# [Task to carry out]
Copy out the entries that follow exactly, leaving every picture behind.

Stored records
====

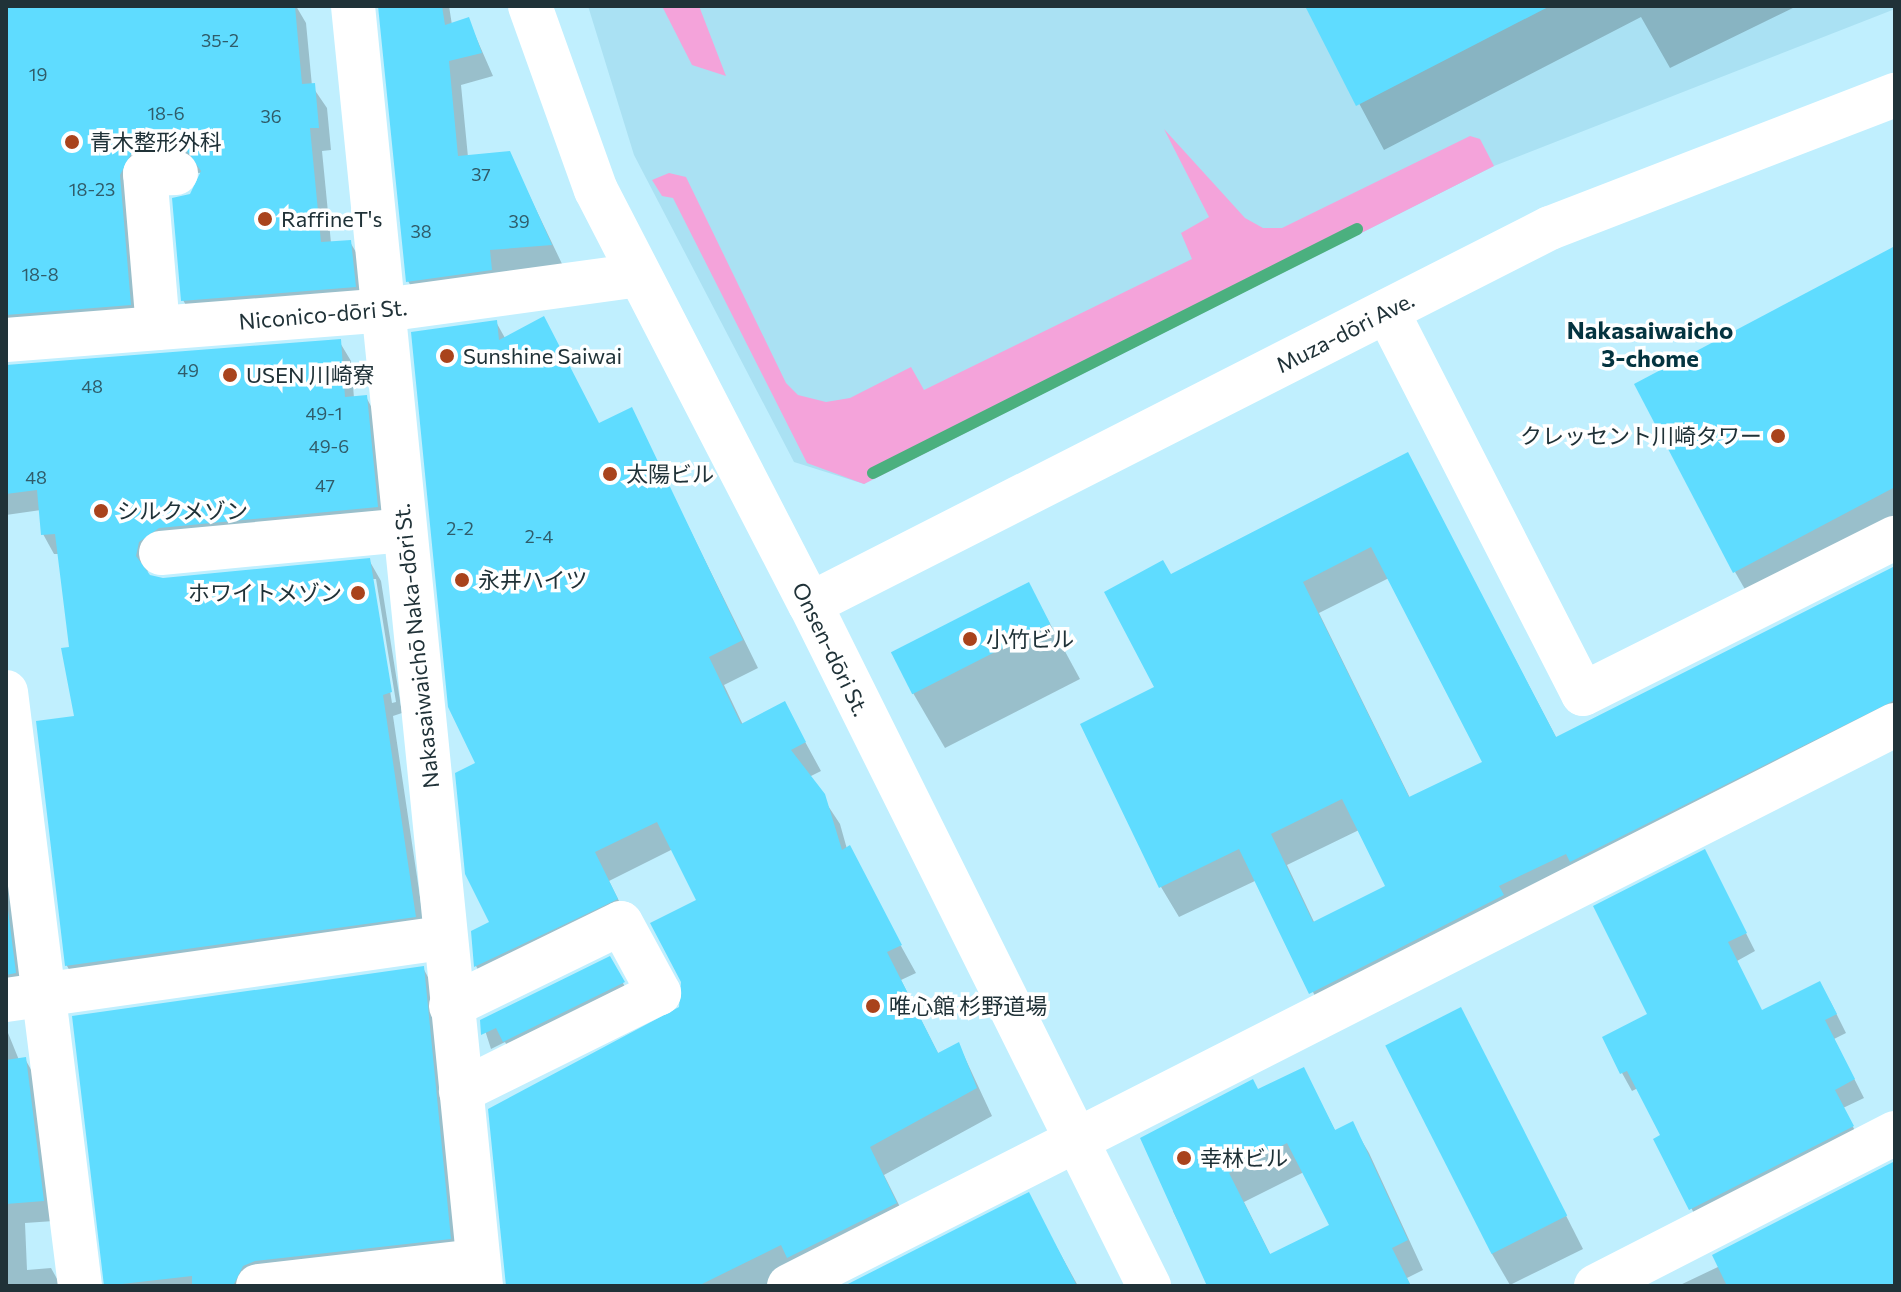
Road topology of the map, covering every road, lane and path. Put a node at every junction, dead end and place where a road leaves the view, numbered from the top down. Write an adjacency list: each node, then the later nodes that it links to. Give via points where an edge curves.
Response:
1 (353, 6): 6 (street, Nakasaiwaichō Naka-dōri St.)
2 (530, 6): 5 (street, Onsen-dōri St., via 596,190)
3 (1895, 95): 7 (street, Muza-dōri Ave., via 1596,207)
4 (176, 173): 8 (street, via 145,174)
5 (638, 275): 6 (street, Niconico-dōri St.); 13 (street, Onsen-dōri St.)
6 (384, 310): 8 (street, Niconico-dōri St.); 10 (street, Nakasaiwaichō Naka-dōri St.)
7 (1387, 311): 11 (street, via 1583,694); 13 (street, Muza-dōri Ave.)
8 (158, 328): 9 (street, Niconico-dōri St.)
9 (6, 340)
10 (404, 530): 12 (street); 16 (street, Nakasaiwaichō Naka-dōri St.)
11 (1895, 538)
12 (161, 553)
13 (810, 604): 21 (street, Onsen-dōri St.)
14 (6, 694): 17 (street)
15 (1895, 725): 21 (street)
16 (444, 938): 17 (street); 18 (street, Nakasaiwaichō Naka-dōri St.)
17 (26, 997): 23 (street)
18 (451, 1006): 19 (street, Nakasaiwaichō Naka-dōri St.); 19 (street, via 621,923 659,993)
19 (461, 1091): 22 (street, Nakasaiwaichō Naka-dōri St.)
20 (1895, 1133): 27 (street)
21 (1075, 1142): 25 (street); 26 (street, Onsen-dōri St.)
22 (479, 1273): 24 (street)
23 (80, 1286)
24 (258, 1286)
25 (789, 1286)
26 (1149, 1286)
27 (1596, 1286)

====

# [Answer space]
Road topology of the map, covering every road, lane and path. Put a node at every junction, dead end and place where a road leaves the view, numbered from the top down. Write an adjacency list: each node, then the later nodes that it links to. Give via points where an edge curves.
Response:
1 (353, 6): 6 (street, Nakasaiwaichō Naka-dōri St.)
2 (530, 6): 5 (street, Onsen-dōri St., via 596,190)
3 (1895, 95): 7 (street, Muza-dōri Ave., via 1596,207)
4 (176, 173): 8 (street, via 145,174)
5 (638, 275): 6 (street, Niconico-dōri St.); 13 (street, Onsen-dōri St.)
6 (384, 310): 8 (street, Niconico-dōri St.); 10 (street, Nakasaiwaichō Naka-dōri St.)
7 (1387, 311): 11 (street, via 1583,694); 13 (street, Muza-dōri Ave.)
8 (158, 328): 9 (street, Niconico-dōri St.)
9 (6, 340)
10 (404, 530): 12 (street); 16 (street, Nakasaiwaichō Naka-dōri St.)
11 (1895, 538)
12 (161, 553)
13 (810, 604): 21 (street, Onsen-dōri St.)
14 (6, 694): 17 (street)
15 (1895, 725): 21 (street)
16 (444, 938): 17 (street); 18 (street, Nakasaiwaichō Naka-dōri St.)
17 (26, 997): 23 (street)
18 (451, 1006): 19 (street, Nakasaiwaichō Naka-dōri St.); 19 (street, via 621,923 659,993)
19 (461, 1091): 22 (street, Nakasaiwaichō Naka-dōri St.)
20 (1895, 1133): 27 (street)
21 (1075, 1142): 25 (street); 26 (street, Onsen-dōri St.)
22 (479, 1273): 24 (street)
23 (80, 1286)
24 (258, 1286)
25 (789, 1286)
26 (1149, 1286)
27 (1596, 1286)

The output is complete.